START AVAILABLE DATA
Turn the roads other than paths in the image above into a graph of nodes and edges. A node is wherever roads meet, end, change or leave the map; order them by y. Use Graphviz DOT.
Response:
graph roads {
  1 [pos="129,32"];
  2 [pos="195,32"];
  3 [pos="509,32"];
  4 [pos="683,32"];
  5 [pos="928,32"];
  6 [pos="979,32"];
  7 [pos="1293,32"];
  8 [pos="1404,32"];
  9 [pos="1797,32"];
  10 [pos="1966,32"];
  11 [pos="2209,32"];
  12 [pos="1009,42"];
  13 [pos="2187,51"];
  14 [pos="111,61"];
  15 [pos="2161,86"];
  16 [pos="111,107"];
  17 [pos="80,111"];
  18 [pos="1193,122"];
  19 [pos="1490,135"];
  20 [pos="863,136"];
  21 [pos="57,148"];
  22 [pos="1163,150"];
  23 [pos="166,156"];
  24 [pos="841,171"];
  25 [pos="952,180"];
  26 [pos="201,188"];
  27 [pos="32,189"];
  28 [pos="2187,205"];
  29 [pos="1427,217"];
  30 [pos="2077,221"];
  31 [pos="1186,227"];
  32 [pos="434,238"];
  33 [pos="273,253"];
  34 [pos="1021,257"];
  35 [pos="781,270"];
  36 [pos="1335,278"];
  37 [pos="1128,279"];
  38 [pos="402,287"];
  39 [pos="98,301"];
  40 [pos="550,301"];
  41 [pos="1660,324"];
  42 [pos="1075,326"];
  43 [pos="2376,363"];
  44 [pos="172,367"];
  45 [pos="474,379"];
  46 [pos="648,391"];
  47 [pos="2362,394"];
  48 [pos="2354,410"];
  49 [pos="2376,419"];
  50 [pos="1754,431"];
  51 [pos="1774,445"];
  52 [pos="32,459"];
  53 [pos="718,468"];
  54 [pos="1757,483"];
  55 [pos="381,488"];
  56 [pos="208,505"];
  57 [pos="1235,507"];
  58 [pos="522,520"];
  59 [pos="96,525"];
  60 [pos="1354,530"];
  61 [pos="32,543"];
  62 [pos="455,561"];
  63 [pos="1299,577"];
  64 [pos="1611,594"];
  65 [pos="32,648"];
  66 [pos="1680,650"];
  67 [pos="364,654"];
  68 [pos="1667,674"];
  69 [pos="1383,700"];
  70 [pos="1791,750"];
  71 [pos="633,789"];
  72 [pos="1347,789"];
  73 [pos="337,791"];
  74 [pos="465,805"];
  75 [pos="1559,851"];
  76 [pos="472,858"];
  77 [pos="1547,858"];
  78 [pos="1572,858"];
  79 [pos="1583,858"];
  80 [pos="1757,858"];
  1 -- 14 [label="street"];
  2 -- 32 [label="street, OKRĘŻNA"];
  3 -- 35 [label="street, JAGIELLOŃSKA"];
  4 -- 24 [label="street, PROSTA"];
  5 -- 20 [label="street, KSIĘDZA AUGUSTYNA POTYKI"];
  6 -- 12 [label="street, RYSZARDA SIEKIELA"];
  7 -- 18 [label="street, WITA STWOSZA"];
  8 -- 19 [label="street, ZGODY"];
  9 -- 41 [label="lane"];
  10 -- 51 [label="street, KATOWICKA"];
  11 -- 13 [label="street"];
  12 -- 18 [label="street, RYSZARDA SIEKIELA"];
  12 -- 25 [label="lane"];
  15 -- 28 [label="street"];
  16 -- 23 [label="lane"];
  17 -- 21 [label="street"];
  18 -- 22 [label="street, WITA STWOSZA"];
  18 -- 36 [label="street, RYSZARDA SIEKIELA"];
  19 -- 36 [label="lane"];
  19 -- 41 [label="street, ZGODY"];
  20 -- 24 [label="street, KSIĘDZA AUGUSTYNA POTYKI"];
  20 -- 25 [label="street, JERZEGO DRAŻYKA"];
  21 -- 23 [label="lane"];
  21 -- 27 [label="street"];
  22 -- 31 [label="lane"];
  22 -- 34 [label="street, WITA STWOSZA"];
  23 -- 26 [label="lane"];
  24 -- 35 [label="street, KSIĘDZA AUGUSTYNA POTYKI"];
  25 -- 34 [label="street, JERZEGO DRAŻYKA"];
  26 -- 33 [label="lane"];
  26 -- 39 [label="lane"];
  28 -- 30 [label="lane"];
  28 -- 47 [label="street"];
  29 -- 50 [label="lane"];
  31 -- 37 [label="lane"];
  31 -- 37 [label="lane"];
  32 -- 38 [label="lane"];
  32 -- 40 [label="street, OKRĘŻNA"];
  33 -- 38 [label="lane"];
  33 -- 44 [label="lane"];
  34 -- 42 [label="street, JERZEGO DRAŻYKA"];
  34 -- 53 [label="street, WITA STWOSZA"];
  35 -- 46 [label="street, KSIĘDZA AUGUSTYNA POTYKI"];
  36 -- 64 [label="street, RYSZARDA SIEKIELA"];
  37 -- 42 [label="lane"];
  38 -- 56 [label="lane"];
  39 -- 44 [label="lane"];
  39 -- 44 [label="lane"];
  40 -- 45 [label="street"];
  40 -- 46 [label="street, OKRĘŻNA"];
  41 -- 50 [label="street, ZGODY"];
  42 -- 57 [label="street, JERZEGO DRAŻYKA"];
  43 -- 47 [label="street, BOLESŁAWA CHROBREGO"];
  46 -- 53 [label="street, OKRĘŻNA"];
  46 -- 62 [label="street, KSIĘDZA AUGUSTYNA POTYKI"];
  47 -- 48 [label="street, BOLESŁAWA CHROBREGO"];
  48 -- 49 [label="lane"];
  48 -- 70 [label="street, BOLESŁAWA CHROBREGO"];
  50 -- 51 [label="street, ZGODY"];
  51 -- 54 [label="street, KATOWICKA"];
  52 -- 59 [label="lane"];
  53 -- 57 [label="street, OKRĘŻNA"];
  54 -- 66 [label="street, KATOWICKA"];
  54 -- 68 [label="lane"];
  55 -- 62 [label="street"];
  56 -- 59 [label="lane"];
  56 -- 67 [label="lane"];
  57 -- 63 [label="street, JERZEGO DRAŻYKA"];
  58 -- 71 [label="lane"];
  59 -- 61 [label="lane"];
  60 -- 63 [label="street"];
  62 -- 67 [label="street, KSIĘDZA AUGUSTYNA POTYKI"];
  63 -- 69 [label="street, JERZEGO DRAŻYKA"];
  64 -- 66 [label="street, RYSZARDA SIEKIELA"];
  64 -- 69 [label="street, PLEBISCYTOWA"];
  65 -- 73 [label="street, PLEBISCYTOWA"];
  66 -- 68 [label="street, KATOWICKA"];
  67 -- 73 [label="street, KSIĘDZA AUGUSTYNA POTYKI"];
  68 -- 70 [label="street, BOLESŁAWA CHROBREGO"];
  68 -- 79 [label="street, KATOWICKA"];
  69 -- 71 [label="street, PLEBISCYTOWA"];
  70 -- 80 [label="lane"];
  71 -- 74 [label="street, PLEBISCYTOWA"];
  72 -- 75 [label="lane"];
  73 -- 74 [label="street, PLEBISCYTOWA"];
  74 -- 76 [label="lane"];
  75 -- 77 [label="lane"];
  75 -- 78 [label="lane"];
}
END AVAILABLE DATA
TASK ITEM —
Scan the records above for the string "JERZEGO", then select every line that holds it.

EXERCISE ANSWER —
  20 -- 25 [label="street, JERZEGO DRAŻYKA"];
  25 -- 34 [label="street, JERZEGO DRAŻYKA"];
  34 -- 42 [label="street, JERZEGO DRAŻYKA"];
  42 -- 57 [label="street, JERZEGO DRAŻYKA"];
  57 -- 63 [label="street, JERZEGO DRAŻYKA"];
  63 -- 69 [label="street, JERZEGO DRAŻYKA"];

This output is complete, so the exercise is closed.